Associate Professor Tom Griffiths's research is a means to a rather significant end.

a world of new ideas

As program leader of the Comparative and International Education Group University of Newcastle (CIEGUN), Tom is out to change the world, or at least "to contribute to the process of transformation".

"The most important purpose of education, is its potential to prepare populations with the knowledge, skills and dispositions required to transform the capitalist world-system, in which we are currently living, in favour of a more democratic, just, equal and peaceful alternative system," Tom says.

CIEGUN emerged from work in the Comparative and International Education field by Tom and his colleague Dr Zsuzsa Millei.

Tom's research in the comparative field began with a PhD thesis that advanced a world-systems historical analysis of secondary schooling in Cuba from 1959 to 1989.

Zsuzsa extended her doctoral work on early childhood education in Australia by comparing it to the kindergarten system in socialist Hungary. She "was similarly engaged in analyses that explore local and national ideologies, practices, and their connections with broader historical phenomena," Tom explains.

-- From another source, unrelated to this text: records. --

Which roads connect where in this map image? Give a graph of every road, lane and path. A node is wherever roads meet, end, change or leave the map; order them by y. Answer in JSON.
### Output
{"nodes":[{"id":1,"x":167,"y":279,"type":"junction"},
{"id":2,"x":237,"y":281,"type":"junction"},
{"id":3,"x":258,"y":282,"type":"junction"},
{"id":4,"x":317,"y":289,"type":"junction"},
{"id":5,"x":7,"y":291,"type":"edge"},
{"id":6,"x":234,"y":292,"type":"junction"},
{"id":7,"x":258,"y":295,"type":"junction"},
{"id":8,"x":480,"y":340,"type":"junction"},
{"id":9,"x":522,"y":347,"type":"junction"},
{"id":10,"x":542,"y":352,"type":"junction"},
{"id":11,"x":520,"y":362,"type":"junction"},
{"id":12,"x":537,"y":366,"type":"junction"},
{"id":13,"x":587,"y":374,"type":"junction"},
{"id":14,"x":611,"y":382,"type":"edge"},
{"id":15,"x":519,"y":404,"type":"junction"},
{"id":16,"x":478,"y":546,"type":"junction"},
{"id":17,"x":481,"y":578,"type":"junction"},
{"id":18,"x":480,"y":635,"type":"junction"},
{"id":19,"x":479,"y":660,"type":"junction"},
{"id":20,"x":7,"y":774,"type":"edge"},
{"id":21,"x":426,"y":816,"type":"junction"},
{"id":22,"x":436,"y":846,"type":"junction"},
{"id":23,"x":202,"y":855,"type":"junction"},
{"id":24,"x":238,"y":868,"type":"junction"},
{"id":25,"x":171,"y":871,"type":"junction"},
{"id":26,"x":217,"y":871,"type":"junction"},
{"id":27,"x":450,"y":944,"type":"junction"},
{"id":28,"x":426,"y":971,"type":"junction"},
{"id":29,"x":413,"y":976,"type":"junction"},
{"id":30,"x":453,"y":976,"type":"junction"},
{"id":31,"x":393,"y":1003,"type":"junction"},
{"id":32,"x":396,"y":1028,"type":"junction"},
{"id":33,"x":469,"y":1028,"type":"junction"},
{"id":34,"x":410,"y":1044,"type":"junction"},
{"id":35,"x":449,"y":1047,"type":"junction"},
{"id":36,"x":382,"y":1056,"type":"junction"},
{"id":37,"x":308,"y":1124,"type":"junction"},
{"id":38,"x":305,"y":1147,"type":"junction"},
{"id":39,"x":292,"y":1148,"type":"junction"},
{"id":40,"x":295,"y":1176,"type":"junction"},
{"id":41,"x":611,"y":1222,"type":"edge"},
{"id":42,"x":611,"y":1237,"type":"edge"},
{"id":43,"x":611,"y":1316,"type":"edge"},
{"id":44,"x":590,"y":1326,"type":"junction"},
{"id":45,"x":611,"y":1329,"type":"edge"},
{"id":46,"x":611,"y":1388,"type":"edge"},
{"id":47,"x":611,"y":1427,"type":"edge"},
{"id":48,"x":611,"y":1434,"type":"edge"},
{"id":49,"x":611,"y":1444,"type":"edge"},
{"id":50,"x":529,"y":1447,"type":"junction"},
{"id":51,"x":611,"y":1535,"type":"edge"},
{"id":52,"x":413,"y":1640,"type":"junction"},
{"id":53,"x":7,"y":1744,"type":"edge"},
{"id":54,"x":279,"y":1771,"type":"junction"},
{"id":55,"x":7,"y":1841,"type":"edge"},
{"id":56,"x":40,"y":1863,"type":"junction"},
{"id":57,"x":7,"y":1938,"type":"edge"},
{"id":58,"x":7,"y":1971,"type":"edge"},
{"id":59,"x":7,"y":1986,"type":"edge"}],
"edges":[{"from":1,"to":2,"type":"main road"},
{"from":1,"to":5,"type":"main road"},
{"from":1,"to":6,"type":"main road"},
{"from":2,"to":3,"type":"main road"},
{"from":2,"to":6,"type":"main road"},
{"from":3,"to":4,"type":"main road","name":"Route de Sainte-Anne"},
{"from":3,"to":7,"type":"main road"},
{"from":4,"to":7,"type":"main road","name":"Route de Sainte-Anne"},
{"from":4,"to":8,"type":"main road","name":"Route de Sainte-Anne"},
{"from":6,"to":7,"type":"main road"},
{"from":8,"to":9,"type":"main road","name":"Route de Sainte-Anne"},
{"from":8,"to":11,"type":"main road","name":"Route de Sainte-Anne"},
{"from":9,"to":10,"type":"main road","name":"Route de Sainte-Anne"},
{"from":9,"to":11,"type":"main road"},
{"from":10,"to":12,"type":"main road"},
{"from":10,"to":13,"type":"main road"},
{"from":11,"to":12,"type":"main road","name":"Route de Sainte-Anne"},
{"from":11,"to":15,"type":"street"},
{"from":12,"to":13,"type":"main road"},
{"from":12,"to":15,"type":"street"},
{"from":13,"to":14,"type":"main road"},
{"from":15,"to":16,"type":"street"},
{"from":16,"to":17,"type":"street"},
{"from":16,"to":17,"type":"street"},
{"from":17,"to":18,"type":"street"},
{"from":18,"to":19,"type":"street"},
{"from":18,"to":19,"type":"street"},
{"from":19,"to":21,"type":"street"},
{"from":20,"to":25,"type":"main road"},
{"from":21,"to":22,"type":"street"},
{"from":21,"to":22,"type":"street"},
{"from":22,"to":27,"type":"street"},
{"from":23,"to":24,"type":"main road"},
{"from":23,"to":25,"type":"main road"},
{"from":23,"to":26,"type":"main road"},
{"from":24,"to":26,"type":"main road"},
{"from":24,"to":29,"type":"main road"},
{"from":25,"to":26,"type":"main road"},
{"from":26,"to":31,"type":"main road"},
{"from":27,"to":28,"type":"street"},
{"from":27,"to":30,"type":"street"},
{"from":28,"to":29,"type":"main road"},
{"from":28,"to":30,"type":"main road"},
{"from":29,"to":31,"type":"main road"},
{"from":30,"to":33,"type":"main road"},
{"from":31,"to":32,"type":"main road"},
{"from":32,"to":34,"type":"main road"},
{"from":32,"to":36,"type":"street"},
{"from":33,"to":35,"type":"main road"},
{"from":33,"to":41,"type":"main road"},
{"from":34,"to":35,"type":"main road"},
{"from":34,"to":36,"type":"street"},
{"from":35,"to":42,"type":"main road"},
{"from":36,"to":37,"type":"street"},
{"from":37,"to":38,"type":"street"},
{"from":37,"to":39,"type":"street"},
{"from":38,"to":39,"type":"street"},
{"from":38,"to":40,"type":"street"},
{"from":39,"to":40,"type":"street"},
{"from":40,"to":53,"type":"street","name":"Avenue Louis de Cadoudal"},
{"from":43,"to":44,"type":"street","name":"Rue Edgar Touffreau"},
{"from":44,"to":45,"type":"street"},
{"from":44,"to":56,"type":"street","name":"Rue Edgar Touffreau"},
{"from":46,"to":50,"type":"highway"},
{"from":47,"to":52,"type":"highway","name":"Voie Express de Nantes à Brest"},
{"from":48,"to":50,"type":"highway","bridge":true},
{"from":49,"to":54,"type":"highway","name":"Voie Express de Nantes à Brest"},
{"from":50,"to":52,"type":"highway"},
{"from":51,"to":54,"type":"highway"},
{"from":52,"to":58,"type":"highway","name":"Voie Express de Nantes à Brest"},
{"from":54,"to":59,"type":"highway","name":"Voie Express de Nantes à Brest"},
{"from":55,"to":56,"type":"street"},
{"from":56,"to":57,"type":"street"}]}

The pair later worked on a co-edited volume (Re-theorizing Discipline in Education: Problems, politics & possibilities) that included some comparative and international analysis, and extended this analysis with a co-edited book (Logics of socialist education: Engaging with crisis, insecurity and uncertainty).

They also guest edited a special issue of a journal, Globalisation, Societies and Education, on Education in / for socialism: Historical, current and future perspectives.  

"The recruitment of two comparative and international researchers to (UoN's) School of Education in 2011/12, Stephanie Bengtsson and Nisha Thapliyal, helped to achieve a critical mass of scholars working in the field," Tom explains.

"We identified some common ground with respect to analyses of challenges to dominant educational policy, including challenges advanced by social and political movements, parties, and ideologies.  And Linda Newman's long-standing work in Chile on community-based reform of early childhood education saw her join the group."

CIEGUN has expanded to include RHD candidates working directly with CIEGUN academics, and collaborations with other UoN colleagues across faculties interested in comparative and international research, and with international colleagues in Venezuela, Hungary, South Africa, India, Norway, Denmark, the UK and the USA.  

Tom says the main aim of the group is to "advance comparative and international research that has a critical edge from a range of theoretical perspectives and methodological approaches".

"By critical edge I mean research that critiques dominant educational policy within a broad social justice framework that sees education as a mechanism for creating and facilitating alternatives.

"The scope here is deliberately broad to include, under the CIEGUN umbrella, policy analysis across various levels of scale (local, national, regional, international/global), time (historical, contemporary and prospective), educational sectors (early childhood through to post-school), and theoretical perspectives.

Tom is forthright about his motivation.

"It comes primarily from an understanding of capitalism as a historical world-system, and the contributions that systems of mass education have made to its functional operation over time; and the accompanying need to develop contemporary anti-systemic movements that are pursuing transitions toward more just, peaceful, equal and democratic alternatives," he says.

"I think there is something like a consensus globally that mass education ought to play a role in preparing populations to meet contemporary challenges like climate change, poverty, and sustainable development, in ways that can deliver lasting, peaceful and democratic solutions."